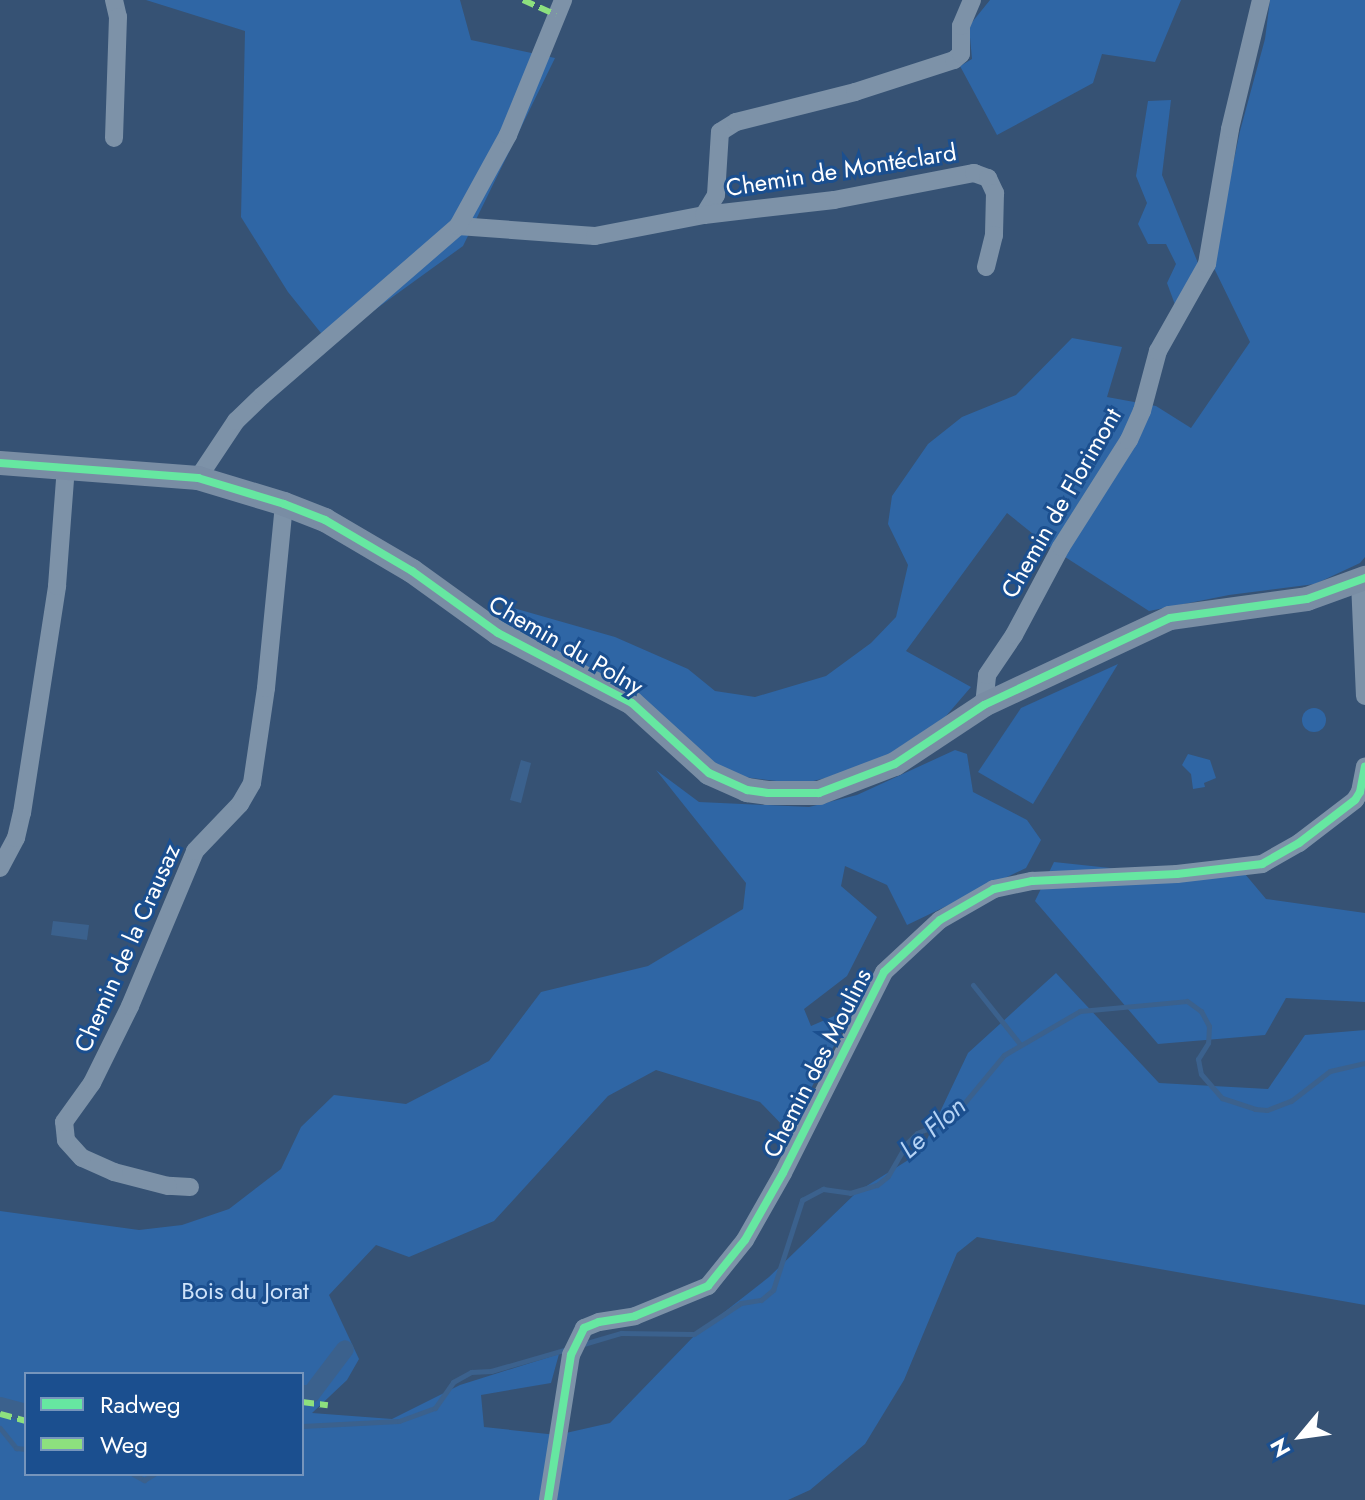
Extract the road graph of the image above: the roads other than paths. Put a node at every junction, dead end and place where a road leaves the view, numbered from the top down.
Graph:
1 (114, 0) edge
2 (563, 0) edge
3 (972, 0) edge
4 (1261, 0) edge
5 (114, 138) dead end
6 (704, 215) junction
7 (458, 226) junction
8 (986, 267) dead end
9 (0, 463) edge
10 (66, 467) junction
11 (198, 478) junction
12 (284, 504) junction
13 (1363, 580) edge
14 (1365, 696) edge
15 (984, 705) junction
16 (1365, 766) edge
17 (0, 868) edge
18 (190, 1187) dead end
19 (548, 1500) edge

1 - 5 street
2 - 7 street
3 - 6 street, Chemin de Montéclard
4 - 15 street, Chemin de Florimont
6 - 7 street, Chemin de Montéclard
6 - 8 street, Chemin de Montéclard
7 - 11 street
9 - 10 street, Chemin du Polny
10 - 11 street, Chemin du Polny
10 - 17 street
11 - 12 street, Chemin du Polny
12 - 15 street, Chemin du Polny
12 - 18 street, Chemin de la Crausaz
13 - 14 street
13 - 15 street, Chemin du Polny
16 - 19 street, Chemin des Moulins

################

## Task to complete
Verbatim repetition of the entries is required, excluding any pictures.

## Answer section
Extract the road graph of the image above: the roads other than paths. Put a node at every junction, dead end and place where a road leaves the view, numbered from the top down.
Graph:
1 (114, 0) edge
2 (563, 0) edge
3 (972, 0) edge
4 (1261, 0) edge
5 (114, 138) dead end
6 (704, 215) junction
7 (458, 226) junction
8 (986, 267) dead end
9 (0, 463) edge
10 (66, 467) junction
11 (198, 478) junction
12 (284, 504) junction
13 (1363, 580) edge
14 (1365, 696) edge
15 (984, 705) junction
16 (1365, 766) edge
17 (0, 868) edge
18 (190, 1187) dead end
19 (548, 1500) edge

1 - 5 street
2 - 7 street
3 - 6 street, Chemin de Montéclard
4 - 15 street, Chemin de Florimont
6 - 7 street, Chemin de Montéclard
6 - 8 street, Chemin de Montéclard
7 - 11 street
9 - 10 street, Chemin du Polny
10 - 11 street, Chemin du Polny
10 - 17 street
11 - 12 street, Chemin du Polny
12 - 15 street, Chemin du Polny
12 - 18 street, Chemin de la Crausaz
13 - 14 street
13 - 15 street, Chemin du Polny
16 - 19 street, Chemin des Moulins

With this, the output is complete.